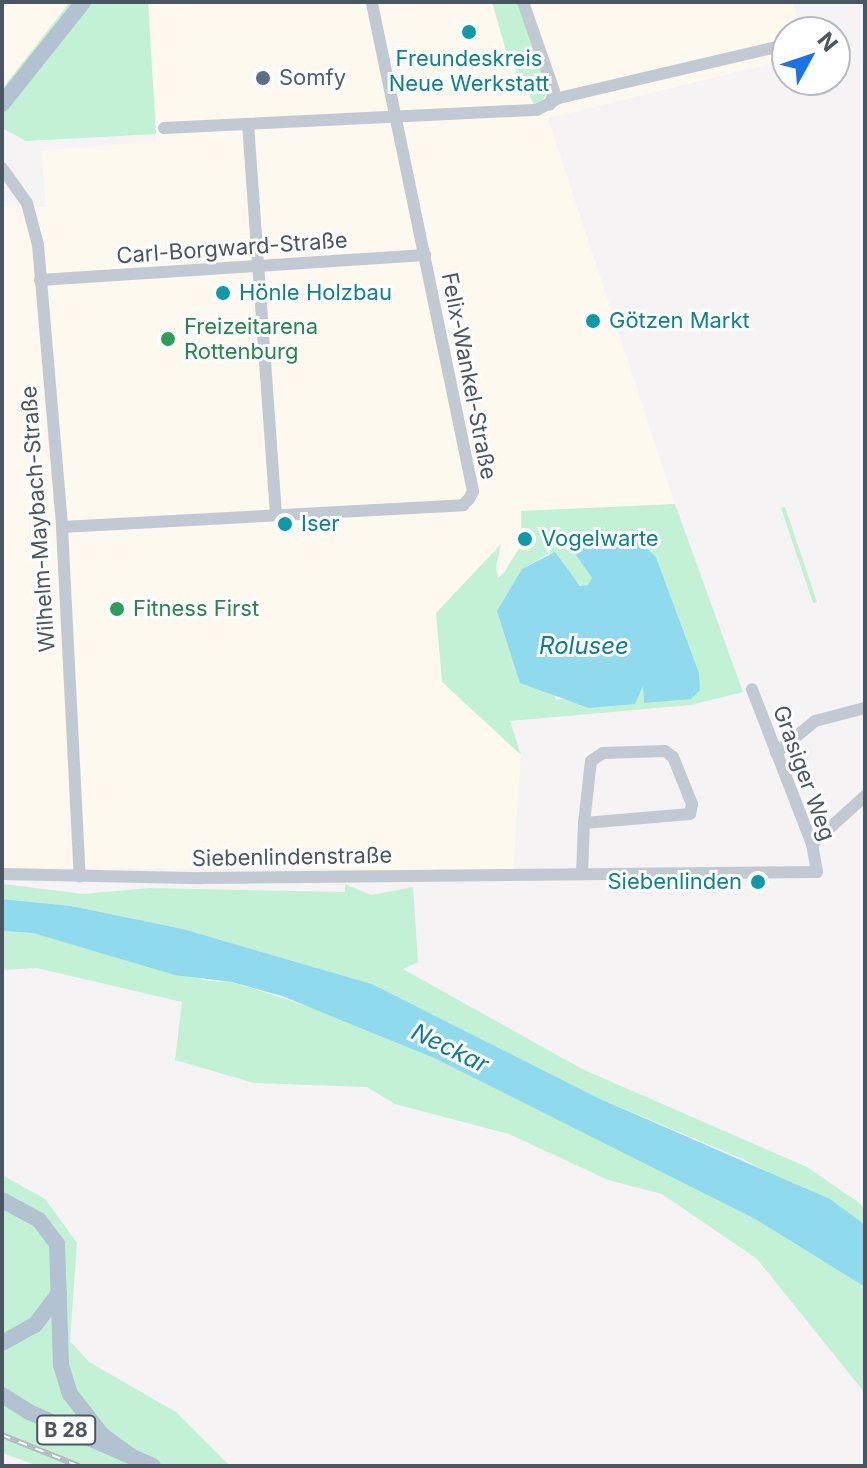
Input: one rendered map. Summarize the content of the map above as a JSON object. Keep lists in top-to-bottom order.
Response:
{
  "streets": {
    "main road": ["B 28"],
    "street": [
      "Carl-Borgward-Straße",
      "Felix-Wankel-Straße",
      "Wilhelm-Maybach-Straße",
      "Grasiger Weg",
      "Siebenlindenstraße"
    ]
  },
  "crossings": [
    ["Carl-Borgward-Straße", "Felix-Wankel-Straße"],
    ["Carl-Borgward-Straße", "Wilhelm-Maybach-Straße"],
    ["Felix-Wankel-Straße", "Wilhelm-Maybach-Straße"],
    ["Wilhelm-Maybach-Straße", "Siebenlindenstraße"],
    ["Grasiger Weg", "Siebenlindenstraße"]
  ],
  "water": ["Rolusee", "Neckar"],
  "places": [
    "Freundeskreis Neue Werkstatt",
    "Somfy",
    "Hönle Holzbau",
    "Götzen Markt",
    "Freizeitarena Rottenburg",
    "Iser",
    "Vogelwarte",
    "Fitness First",
    "Siebenlinden"
  ],
  "north": "top right"
}
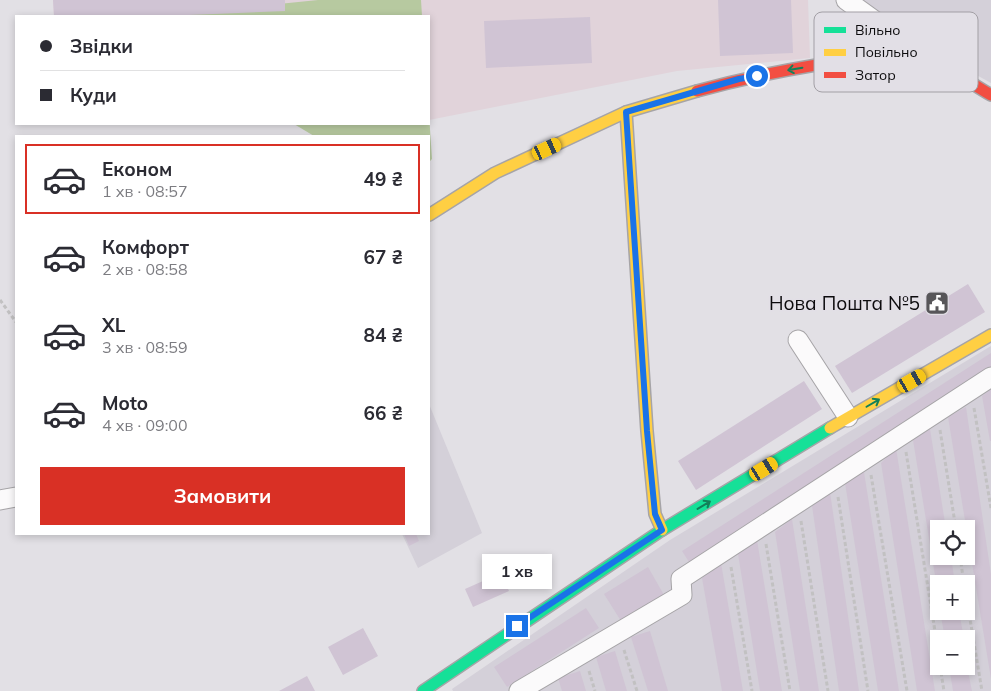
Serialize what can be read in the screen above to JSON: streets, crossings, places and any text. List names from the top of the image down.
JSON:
{
  "places": {
    "public building": ["Нова Пошта №5"]
  },
  "legend": ["Вільно", "Повільно", "Затор"],
  "page": {
    "banner": ["Звідки", "Куди"],
    "list": [
      {
        "name": "Економ",
        "note": "1 хв · 08:57",
        "value": "49 ₴"
      },
      {
        "name": "Комфорт",
        "note": "2 хв · 08:58",
        "value": "67 ₴"
      },
      {
        "name": "XL",
        "note": "3 хв · 08:59",
        "value": "84 ₴"
      },
      {
        "name": "Moto",
        "note": "4 хв · 09:00",
        "value": "66 ₴"
      }
    ],
    "buttons": "Замовити",
    "map_buttons": ["+", "−"],
    "bubble": "1 хв"
  }
}
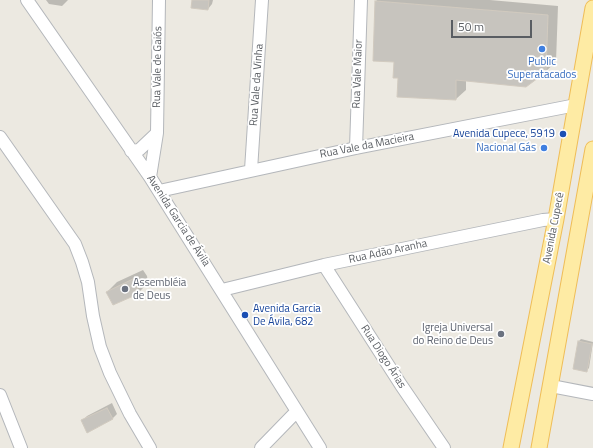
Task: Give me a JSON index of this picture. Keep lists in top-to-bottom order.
{
  "streets": {
    "main road": ["Avenida Cupecê"],
    "street": [
      "Rua Vale de Gaiós",
      "Rua Vale Maior",
      "Rua Vale da Vinha",
      "Rua Vale da Macieira",
      "Avenida Garcia de Ávila",
      "Rua Adão Aranha",
      "Rua Diogo Árias"
    ]
  },
  "crossings": [
    ["Rua Vale de Gaiós", "Avenida Garcia de Ávila"],
    ["Rua Vale Maior", "Rua Vale da Macieira"],
    ["Rua Vale da Vinha", "Rua Vale da Macieira"],
    ["Rua Vale da Macieira", "Avenida Garcia de Ávila"],
    ["Rua Vale da Macieira", "Avenida Cupecê"],
    ["Avenida Garcia de Ávila", "Rua Adão Aranha"],
    ["Avenida Cupecê", "Rua Adão Aranha"],
    ["Rua Adão Aranha", "Rua Diogo Árias"]
  ],
  "places": [
    "Public Superatacados",
    "Avenida Cupece, 5919",
    "Nacional Gás",
    "Assembléia de Deus",
    "Avenida Garcia De Ávila, 682",
    "Igreja Universal do Reino de Deus"
  ],
  "scale_bar": "50 m"
}
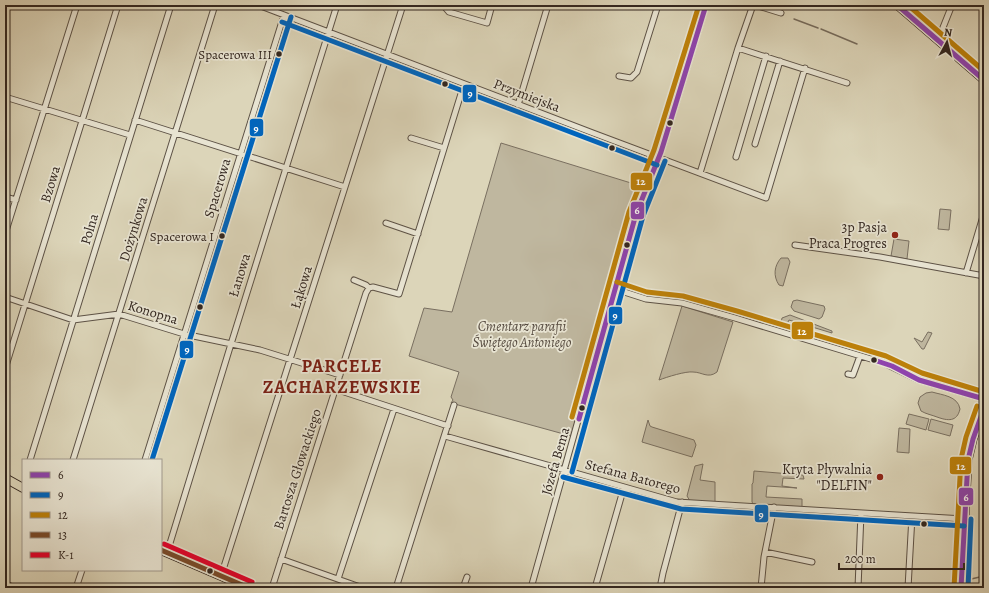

____

_What is expected_. What is needed is every record above, restated word for word, with the pictures left out.

_Task output_.
Input: one rendered map. Summarize the content of the map above as a JSON object. Keep lists in top-to-bottom order.
Response:
{
  "streets": {
    "main road": ["B 28"],
    "street": [
      "Carl-Borgward-Straße",
      "Felix-Wankel-Straße",
      "Wilhelm-Maybach-Straße",
      "Grasiger Weg",
      "Siebenlindenstraße"
    ]
  },
  "crossings": [
    ["Carl-Borgward-Straße", "Felix-Wankel-Straße"],
    ["Carl-Borgward-Straße", "Wilhelm-Maybach-Straße"],
    ["Felix-Wankel-Straße", "Wilhelm-Maybach-Straße"],
    ["Wilhelm-Maybach-Straße", "Siebenlindenstraße"],
    ["Grasiger Weg", "Siebenlindenstraße"]
  ],
  "water": ["Rolusee", "Neckar"],
  "places": [
    "Freundeskreis Neue Werkstatt",
    "Somfy",
    "Hönle Holzbau",
    "Götzen Markt",
    "Freizeitarena Rottenburg",
    "Iser",
    "Vogelwarte",
    "Fitness First",
    "Siebenlinden"
  ],
  "north": "top right"
}
Serialize what can be read in the screen above to JSON: streets, crossings, places and any text. List names from the top of the image down.
JSON:
{
  "places": {
    "public building": ["Нова Пошта №5"]
  },
  "legend": ["Вільно", "Повільно", "Затор"],
  "page": {
    "banner": ["Звідки", "Куди"],
    "list": [
      {
        "name": "Економ",
        "note": "1 хв · 08:57",
        "value": "49 ₴"
      },
      {
        "name": "Комфорт",
        "note": "2 хв · 08:58",
        "value": "67 ₴"
      },
      {
        "name": "XL",
        "note": "3 хв · 08:59",
        "value": "84 ₴"
      },
      {
        "name": "Moto",
        "note": "4 хв · 09:00",
        "value": "66 ₴"
      }
    ],
    "buttons": "Замовити",
    "map_buttons": ["+", "−"],
    "bubble": "1 хв"
  }
}
Task: Give me a JSON index of this picture. Keep lists in top-to-bottom order.
{
  "streets": {
    "main road": ["Avenida Cupecê"],
    "street": [
      "Rua Vale de Gaiós",
      "Rua Vale Maior",
      "Rua Vale da Vinha",
      "Rua Vale da Macieira",
      "Avenida Garcia de Ávila",
      "Rua Adão Aranha",
      "Rua Diogo Árias"
    ]
  },
  "crossings": [
    ["Rua Vale de Gaiós", "Avenida Garcia de Ávila"],
    ["Rua Vale Maior", "Rua Vale da Macieira"],
    ["Rua Vale da Vinha", "Rua Vale da Macieira"],
    ["Rua Vale da Macieira", "Avenida Garcia de Ávila"],
    ["Rua Vale da Macieira", "Avenida Cupecê"],
    ["Avenida Garcia de Ávila", "Rua Adão Aranha"],
    ["Avenida Cupecê", "Rua Adão Aranha"],
    ["Rua Adão Aranha", "Rua Diogo Árias"]
  ],
  "places": [
    "Public Superatacados",
    "Avenida Cupece, 5919",
    "Nacional Gás",
    "Assembléia de Deus",
    "Avenida Garcia De Ávila, 682",
    "Igreja Universal do Reino de Deus"
  ],
  "scale_bar": "50 m"
}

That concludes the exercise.